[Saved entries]
= Beginning of Section =

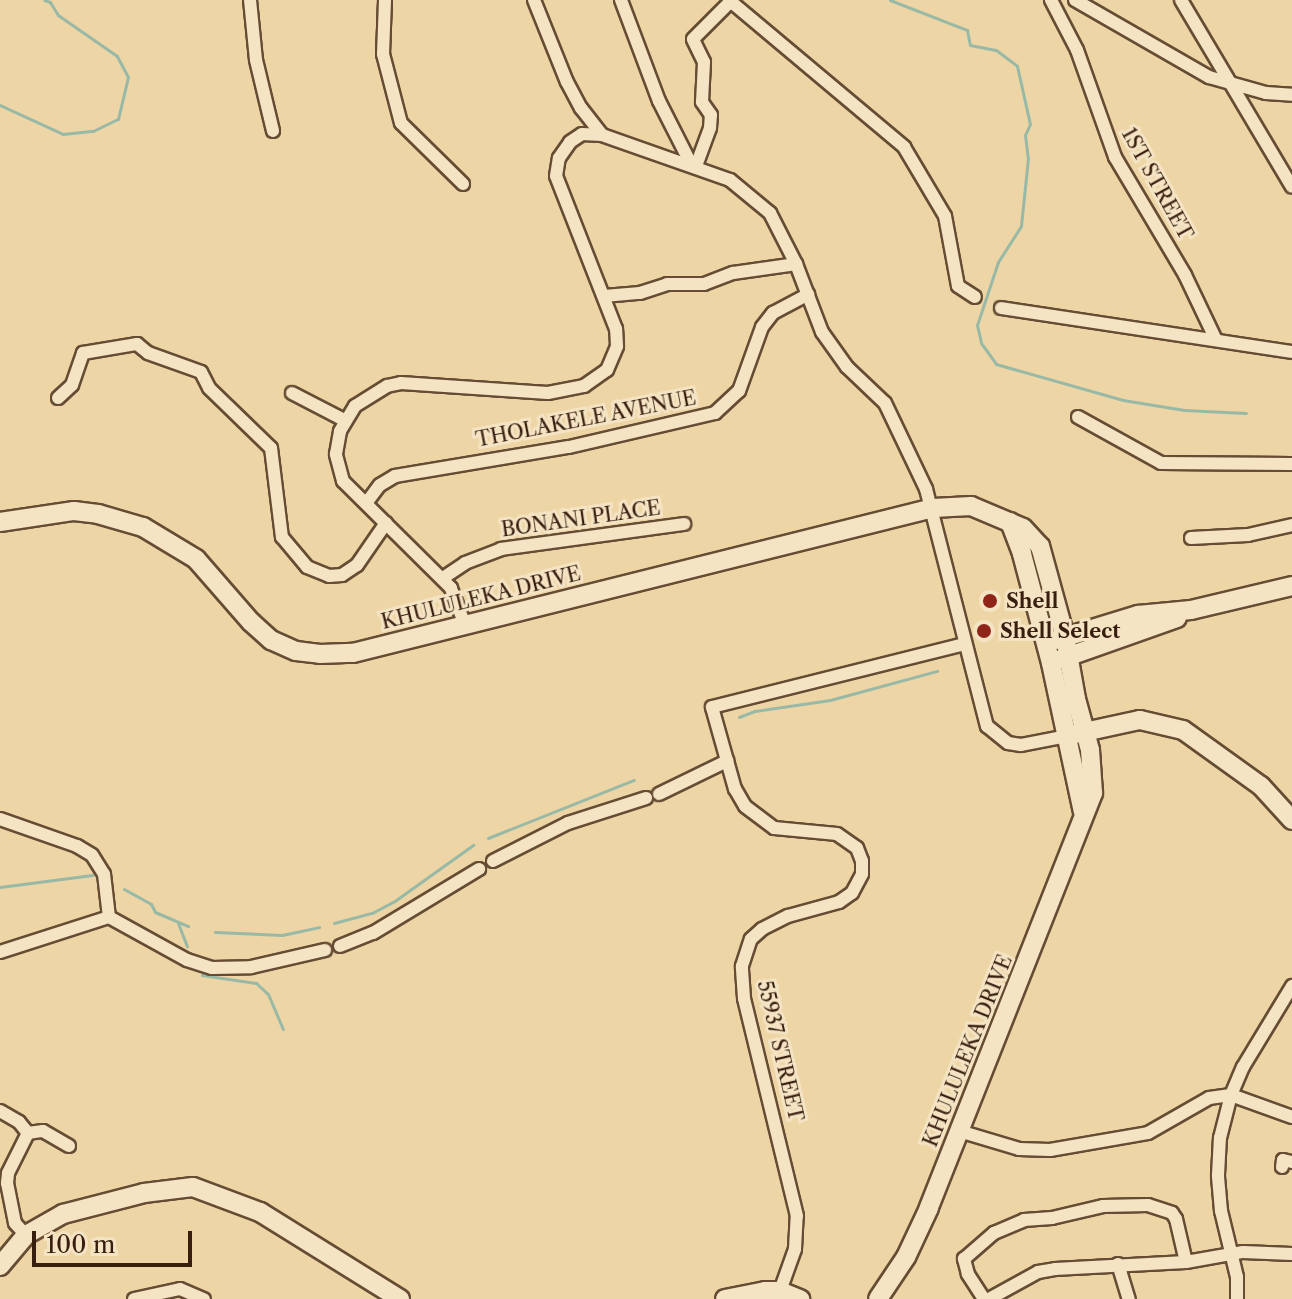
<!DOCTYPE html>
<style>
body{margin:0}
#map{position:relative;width:1292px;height:1299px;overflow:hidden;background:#eed5a5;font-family:"Libre Caslon Text",serif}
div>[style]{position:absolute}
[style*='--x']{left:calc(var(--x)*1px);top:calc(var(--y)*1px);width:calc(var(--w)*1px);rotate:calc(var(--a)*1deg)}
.stream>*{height:3px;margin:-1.5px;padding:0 1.5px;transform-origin:1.5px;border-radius:1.5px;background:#99b9a7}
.roads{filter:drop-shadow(2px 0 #664c34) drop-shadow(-2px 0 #664c34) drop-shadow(0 2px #664c34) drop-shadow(0 -2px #664c34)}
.street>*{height:12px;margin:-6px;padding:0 6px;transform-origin:6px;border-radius:6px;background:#f4e4c4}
.secondary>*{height:18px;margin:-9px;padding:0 9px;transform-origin:9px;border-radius:9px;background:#f4e4c4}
.dots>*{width:22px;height:22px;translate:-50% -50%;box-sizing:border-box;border:4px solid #f4e4c4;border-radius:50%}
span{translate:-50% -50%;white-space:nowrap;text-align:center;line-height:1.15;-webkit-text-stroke:6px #f4e4c4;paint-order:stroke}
.street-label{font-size:20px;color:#381e0f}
.poi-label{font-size:20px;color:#381e0f;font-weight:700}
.left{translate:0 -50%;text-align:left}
.scale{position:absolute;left:32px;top:1231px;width:160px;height:36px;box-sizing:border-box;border:4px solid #381e0f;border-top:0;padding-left:10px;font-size:24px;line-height:28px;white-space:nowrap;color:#381e0f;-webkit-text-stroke:6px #f4e4c4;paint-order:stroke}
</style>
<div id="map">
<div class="stream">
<div style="--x:890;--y:0;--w:83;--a:21.3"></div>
<div style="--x:967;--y:30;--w:15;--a:79"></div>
<div style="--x:970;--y:45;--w:26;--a:11"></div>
<div style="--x:996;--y:50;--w:26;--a:37"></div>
<div style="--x:1017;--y:66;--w:59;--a:77.4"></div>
<div style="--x:1030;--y:124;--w:12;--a:114"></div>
<div style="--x:1025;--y:135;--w:23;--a:83"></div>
<div style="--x:1028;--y:158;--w:58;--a:95.9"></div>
<div style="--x:1022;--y:216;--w:10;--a:96"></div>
<div style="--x:1021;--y:226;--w:43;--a:122.6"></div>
<div style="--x:998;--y:262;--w:66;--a:108.4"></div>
<div style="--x:977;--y:325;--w:18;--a:77"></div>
<div style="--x:981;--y:343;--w:26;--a:54"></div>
<div style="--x:996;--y:364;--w:132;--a:15.8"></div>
<div style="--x:1123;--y:400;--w:62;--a:9.3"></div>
<div style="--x:1184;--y:410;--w:62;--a:2.8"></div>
<div style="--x:0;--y:105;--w:69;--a:24.7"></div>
<div style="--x:63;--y:134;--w:30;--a:-6"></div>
<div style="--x:93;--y:131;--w:28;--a:-26"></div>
<div style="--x:118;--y:119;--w:43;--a:-76.6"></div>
<div style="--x:128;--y:77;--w:24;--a:-118"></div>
<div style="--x:117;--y:56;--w:72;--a:-145.2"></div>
<div style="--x:58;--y:15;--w:15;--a:-122"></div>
<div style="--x:50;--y:2;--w:6;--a:-162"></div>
<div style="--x:739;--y:717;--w:17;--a:-21"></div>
<div style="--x:755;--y:711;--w:76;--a:-8.3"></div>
<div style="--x:830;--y:700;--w:111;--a:-15.2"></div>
<div style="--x:488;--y:838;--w:157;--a:-21.7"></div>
<div style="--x:0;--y:887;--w:93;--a:-7.4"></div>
<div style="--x:124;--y:889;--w:31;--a:29"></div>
<div style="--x:151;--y:904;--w:9;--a:63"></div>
<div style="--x:155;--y:912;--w:36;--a:23"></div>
<div style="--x:178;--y:923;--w:25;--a:69"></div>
<div style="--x:334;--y:923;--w:39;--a:-15"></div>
<div style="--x:372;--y:913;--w:27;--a:-28"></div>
<div style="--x:396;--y:900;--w:95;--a:-35.5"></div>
<div style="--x:215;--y:932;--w:67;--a:2.6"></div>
<div style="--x:282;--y:935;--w:38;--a:-12"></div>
<div style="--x:202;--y:975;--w:55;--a:8.4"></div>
<div style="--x:256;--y:983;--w:16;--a:43"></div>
<div style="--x:268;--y:994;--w:38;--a:67"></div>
</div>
<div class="roads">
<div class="street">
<div style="--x:250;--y:0;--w:60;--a:84.3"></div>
<div style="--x:256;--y:60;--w:73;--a:76.5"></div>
<div style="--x:385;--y:0;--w:54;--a:92.1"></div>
<div style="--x:383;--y:54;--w:71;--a:75.4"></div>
<div style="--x:401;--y:123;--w:87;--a:44.5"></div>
<div style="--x:534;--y:0;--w:88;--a:68.1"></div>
<div style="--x:567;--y:82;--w:30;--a:62"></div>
<div style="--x:581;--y:108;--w:34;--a:52"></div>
<div style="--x:621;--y:0;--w:108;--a:69.4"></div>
<div style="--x:659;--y:101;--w:71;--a:63.1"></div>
<div style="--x:729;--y:0;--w:229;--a:40"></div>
<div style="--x:904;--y:147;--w:80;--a:59.3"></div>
<div style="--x:945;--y:216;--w:71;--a:79.5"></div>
<div style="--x:958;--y:286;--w:20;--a:33"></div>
<div style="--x:1051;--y:0;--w:56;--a:62.5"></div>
<div style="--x:1077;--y:50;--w:114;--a:70.4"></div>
<div style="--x:1115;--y:157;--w:137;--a:59.3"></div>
<div style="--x:1185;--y:275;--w:72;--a:64.5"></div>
<div style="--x:1075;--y:0;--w:155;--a:29.9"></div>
<div style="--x:1209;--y:77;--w:59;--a:15.7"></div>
<div style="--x:1266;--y:93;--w:26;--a:4"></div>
<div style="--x:1181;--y:0;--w:217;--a:59.3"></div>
<div style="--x:696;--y:166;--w:40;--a:-69.8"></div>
<div style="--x:710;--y:128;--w:13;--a:-86"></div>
<div style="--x:711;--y:115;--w:16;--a:-125"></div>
<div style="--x:702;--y:102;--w:40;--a:-87.1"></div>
<div style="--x:704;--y:62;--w:25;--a:-116"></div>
<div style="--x:693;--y:39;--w:54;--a:-45"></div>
<div style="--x:604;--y:296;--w:36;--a:-5"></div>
<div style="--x:640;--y:293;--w:28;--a:-18"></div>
<div style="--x:667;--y:284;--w:37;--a:0"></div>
<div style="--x:704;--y:284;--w:31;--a:-21"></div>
<div style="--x:733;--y:273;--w:64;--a:-8.1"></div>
<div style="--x:1001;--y:308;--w:294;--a:8.6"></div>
<div style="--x:292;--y:393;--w:59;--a:27.4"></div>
<div style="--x:58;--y:398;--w:19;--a:-43"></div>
<div style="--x:72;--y:385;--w:34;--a:-71"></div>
<div style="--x:83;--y:353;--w:55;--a:-9.5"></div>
<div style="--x:137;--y:344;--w:14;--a:39"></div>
<div style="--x:148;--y:353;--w:56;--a:19.7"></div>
<div style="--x:201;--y:372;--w:18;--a:63"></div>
<div style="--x:209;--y:388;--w:86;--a:44.1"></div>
<div style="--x:271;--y:448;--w:90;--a:83"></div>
<div style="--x:282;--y:537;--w:39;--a:50"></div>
<div style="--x:307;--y:567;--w:24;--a:22"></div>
<div style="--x:329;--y:576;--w:13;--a:-4"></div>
<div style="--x:342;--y:575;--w:18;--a:-34"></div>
<div style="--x:357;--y:565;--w:51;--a:-55.4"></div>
<div style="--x:1078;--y:417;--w:95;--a:29"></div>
<div style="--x:1161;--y:463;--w:131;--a:0.4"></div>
<div style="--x:367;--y:502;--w:21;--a:-53"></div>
<div style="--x:380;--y:485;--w:17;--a:-31"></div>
<div style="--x:395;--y:476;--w:176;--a:-9.5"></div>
<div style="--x:569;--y:447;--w:150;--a:-13.1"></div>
<div style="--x:715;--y:413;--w:33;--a:-43"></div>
<div style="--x:739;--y:391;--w:68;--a:-70.2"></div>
<div style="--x:762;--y:327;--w:18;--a:-52"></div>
<div style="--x:773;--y:313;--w:40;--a:-28"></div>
<div style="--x:1191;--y:538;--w:57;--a:-3"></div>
<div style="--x:1248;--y:535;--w:45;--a:-12.8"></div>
<div style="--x:443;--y:578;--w:27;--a:-34"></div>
<div style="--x:465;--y:563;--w:39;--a:-21"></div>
<div style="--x:501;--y:549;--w:185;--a:-7.8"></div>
<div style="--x:465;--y:625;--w:40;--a:-111"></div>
<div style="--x:451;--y:588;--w:152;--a:-135.3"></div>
<div style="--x:343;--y:481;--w:28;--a:-105"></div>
<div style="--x:336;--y:454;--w:23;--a:-80"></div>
<div style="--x:340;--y:431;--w:29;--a:-59"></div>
<div style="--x:355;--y:406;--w:38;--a:-32"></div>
<div style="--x:387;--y:386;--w:14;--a:-12"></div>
<div style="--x:401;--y:383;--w:147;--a:3.9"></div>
<div style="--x:548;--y:393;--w:37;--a:-11"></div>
<div style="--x:584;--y:386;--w:28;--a:-35"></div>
<div style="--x:607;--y:370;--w:26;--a:-67"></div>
<div style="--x:617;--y:346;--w:17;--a:-93"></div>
<div style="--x:616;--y:329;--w:164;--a:-111.4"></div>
<div style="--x:556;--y:176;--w:18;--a:-81"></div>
<div style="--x:559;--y:158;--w:19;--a:-55"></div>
<div style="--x:570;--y:142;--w:14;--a:-34"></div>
<div style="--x:582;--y:134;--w:20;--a:3"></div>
<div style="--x:602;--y:135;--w:136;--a:19.4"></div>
<div style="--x:730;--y:180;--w:52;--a:39.5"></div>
<div style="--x:770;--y:213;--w:57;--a:63"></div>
<div style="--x:796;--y:264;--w:73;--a:69.1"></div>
<div style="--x:822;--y:332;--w:43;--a:54.5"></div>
<div style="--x:847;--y:367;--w:52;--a:43.5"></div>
<div style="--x:885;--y:403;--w:95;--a:64.5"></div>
<div style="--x:926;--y:489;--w:245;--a:75.6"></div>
<div style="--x:987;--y:726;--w:27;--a:39"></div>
<div style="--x:1008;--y:743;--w:13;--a:9"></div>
<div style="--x:1021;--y:745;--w:47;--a:-11.1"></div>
<div style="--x:659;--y:794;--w:76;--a:-25.9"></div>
<div style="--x:0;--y:819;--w:82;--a:19.3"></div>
<div style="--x:77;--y:846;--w:17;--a:31"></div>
<div style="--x:92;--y:855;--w:22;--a:58"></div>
<div style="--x:104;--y:874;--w:43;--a:83.4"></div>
<div style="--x:493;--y:861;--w:84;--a:-26.9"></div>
<div style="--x:568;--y:823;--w:82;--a:-17.8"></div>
<div style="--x:340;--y:946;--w:35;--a:-22"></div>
<div style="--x:373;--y:933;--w:124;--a:-31.1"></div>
<div style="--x:0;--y:952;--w:114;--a:-17.8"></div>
<div style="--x:109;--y:917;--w:89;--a:28.9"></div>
<div style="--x:187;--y:960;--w:26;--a:18"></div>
<div style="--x:212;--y:968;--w:39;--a:-1"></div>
<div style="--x:251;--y:967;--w:76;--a:-12.9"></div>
<div style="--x:0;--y:1111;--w:22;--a:30"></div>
<div style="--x:19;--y:1122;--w:14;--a:51"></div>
<div style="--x:959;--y:1131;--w:63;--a:16.7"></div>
<div style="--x:1019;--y:1149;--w:31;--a:2"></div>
<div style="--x:1050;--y:1150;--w:99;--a:-9.8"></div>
<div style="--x:1148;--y:1133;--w:70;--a:-29.8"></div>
<div style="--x:1209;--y:1098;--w:22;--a:-8"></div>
<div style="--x:1231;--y:1095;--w:65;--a:19.8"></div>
<div style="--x:28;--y:1133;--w:15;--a:-8"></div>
<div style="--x:43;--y:1131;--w:30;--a:30"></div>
<div style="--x:1282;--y:1167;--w:7;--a:-82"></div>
<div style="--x:1283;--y:1160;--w:9;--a:13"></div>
<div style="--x:26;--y:1235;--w:16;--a:-133"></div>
<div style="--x:15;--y:1223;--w:41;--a:-101.3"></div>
<div style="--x:7;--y:1183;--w:10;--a:-84"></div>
<div style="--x:8;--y:1173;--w:45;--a:-63.4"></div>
<div style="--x:1118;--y:1264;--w:37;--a:73"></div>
<div style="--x:780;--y:1291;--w:45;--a:-70.3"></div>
<div style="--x:795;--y:1249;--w:33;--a:-87"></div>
<div style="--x:797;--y:1216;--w:224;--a:-103.7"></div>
<div style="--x:744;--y:998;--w:32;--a:-94"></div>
<div style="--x:742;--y:966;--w:28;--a:-72"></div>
<div style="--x:751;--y:939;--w:15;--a:-42"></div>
<div style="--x:762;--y:929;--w:29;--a:-27"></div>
<div style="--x:788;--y:916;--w:53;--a:-15.4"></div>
<div style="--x:839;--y:902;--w:16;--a:-35"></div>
<div style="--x:852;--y:893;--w:21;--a:-62"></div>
<div style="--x:862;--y:874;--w:13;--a:-90"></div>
<div style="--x:862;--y:861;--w:14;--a:-111"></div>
<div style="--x:857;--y:848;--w:24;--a:-145"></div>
<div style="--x:837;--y:834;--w:63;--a:-174.6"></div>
<div style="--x:774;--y:828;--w:36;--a:-143"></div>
<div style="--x:745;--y:806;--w:20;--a:-120"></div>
<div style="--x:735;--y:789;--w:85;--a:-105.7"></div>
<div style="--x:712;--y:707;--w:260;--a:-14"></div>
<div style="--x:134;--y:1299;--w:47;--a:-12.3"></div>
<div style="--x:180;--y:1289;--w:26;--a:23"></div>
<div style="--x:984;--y:1299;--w:30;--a:-123"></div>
<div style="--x:968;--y:1274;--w:16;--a:-105"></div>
<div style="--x:964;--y:1259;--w:40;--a:-41"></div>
<div style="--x:994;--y:1233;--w:33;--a:-23"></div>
<div style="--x:1024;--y:1220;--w:28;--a:-4"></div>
<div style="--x:1052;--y:1218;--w:52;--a:-13.2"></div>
<div style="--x:1103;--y:1206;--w:45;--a:-1.3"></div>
<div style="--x:1148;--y:1205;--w:25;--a:18"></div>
<div style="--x:1172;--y:1213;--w:7;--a:56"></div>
<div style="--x:1176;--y:1219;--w:44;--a:76.9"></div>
<div style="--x:989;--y:1299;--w:56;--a:-28.9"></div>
<div style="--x:1038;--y:1272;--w:17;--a:-10"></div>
<div style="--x:1055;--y:1269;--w:131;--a:-3.1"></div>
<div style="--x:1186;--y:1262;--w:58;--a:-10"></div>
<div style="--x:1243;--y:1252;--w:49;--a:2.3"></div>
<div style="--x:1237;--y:1299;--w:22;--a:-90"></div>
<div style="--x:1237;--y:1277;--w:68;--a:-103.6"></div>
<div style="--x:1221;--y:1211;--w:36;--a:-95"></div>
<div style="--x:1218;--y:1175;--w:37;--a:-87"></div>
<div style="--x:1220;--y:1138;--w:44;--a:-75.7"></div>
<div style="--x:1231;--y:1095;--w:30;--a:-67"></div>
<div style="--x:1243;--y:1067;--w:95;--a:-58.8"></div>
</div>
<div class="secondary">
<div style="--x:0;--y:522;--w:75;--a:-8.5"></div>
<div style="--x:74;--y:511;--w:24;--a:7"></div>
<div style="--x:98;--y:514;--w:47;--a:16.1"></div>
<div style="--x:143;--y:527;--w:62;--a:31.1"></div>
<div style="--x:196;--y:559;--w:84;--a:48.9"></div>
<div style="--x:251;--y:622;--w:27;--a:42"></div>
<div style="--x:271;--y:640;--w:27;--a:24"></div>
<div style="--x:296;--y:651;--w:24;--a:7"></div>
<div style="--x:320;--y:654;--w:33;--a:-2"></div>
<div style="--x:353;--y:653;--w:598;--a:-14.04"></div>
<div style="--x:933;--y:508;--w:38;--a:-3"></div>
<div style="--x:971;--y:506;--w:56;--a:22.9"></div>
<div style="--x:1023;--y:528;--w:25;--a:47"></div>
<div style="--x:1040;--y:546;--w:94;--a:74.6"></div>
<div style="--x:1065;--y:637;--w:63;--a:79.9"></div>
<div style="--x:1076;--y:699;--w:53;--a:74.6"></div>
<div style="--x:1090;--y:750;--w:43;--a:86"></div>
<div style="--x:1093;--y:793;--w:446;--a:111.6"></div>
<div style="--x:929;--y:1208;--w:54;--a:115.1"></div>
<div style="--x:906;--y:1257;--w:50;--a:123.7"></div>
<div style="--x:1010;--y:522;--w:34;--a:69"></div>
<div style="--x:1022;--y:554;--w:113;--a:75.1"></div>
<div style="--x:1051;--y:663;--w:152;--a:77.9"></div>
<div style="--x:1056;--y:640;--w:86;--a:-17"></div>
<div style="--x:1138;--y:615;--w:53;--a:-5.4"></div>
<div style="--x:1191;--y:610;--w:104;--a:-13.4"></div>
<div style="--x:1061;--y:659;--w:123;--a:-19.5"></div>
<div style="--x:1075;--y:734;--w:66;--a:-12.2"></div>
<div style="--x:1140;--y:720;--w:44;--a:13.1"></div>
<div style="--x:1183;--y:730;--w:96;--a:35.7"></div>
<div style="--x:1261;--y:786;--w:46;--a:47.6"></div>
<div style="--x:0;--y:1266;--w:40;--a:-50"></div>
<div style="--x:26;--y:1235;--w:43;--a:-29.6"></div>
<div style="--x:63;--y:1214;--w:84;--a:-14.5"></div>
<div style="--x:144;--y:1193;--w:49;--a:-7"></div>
<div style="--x:193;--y:1187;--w:72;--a:20.5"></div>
<div style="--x:260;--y:1212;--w:165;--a:31.9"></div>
<div style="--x:725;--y:1299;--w:41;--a:-11.3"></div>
<div style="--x:765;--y:1291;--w:15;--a:0"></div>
<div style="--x:780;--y:1291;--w:22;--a:22"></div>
</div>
</div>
<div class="dots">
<div style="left:990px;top:601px;background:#8f2418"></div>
<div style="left:984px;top:631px;background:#8f2418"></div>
</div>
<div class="street-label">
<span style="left:1157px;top:184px;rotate:61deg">1ST STREET</span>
<span style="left:586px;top:419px;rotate:-11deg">THOLAKELE AVENUE</span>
<span style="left:581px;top:519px;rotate:-8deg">BONANI PLACE</span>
<span style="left:481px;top:598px;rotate:-14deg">KHULULEKA DRIVE</span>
<span style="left:780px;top:1051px;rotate:77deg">55937 STREET</span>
<span style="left:968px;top:1051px;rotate:-68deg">KHULULEKA DRIVE</span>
</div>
<div class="poi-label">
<span class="left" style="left:1006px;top:601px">Shell</span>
<span class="left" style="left:1000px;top:631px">Shell Select</span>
</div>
<div class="scale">100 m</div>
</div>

= End of Section =

Return all lines in the entries above that carry the word "stream".

#### RESULT BELOW:
.stream>*{height:3px;margin:-1.5px;padding:0 1.5px;transform-origin:1.5px;border-radius:1.5px;background:#99b9a7}
<div class="stream">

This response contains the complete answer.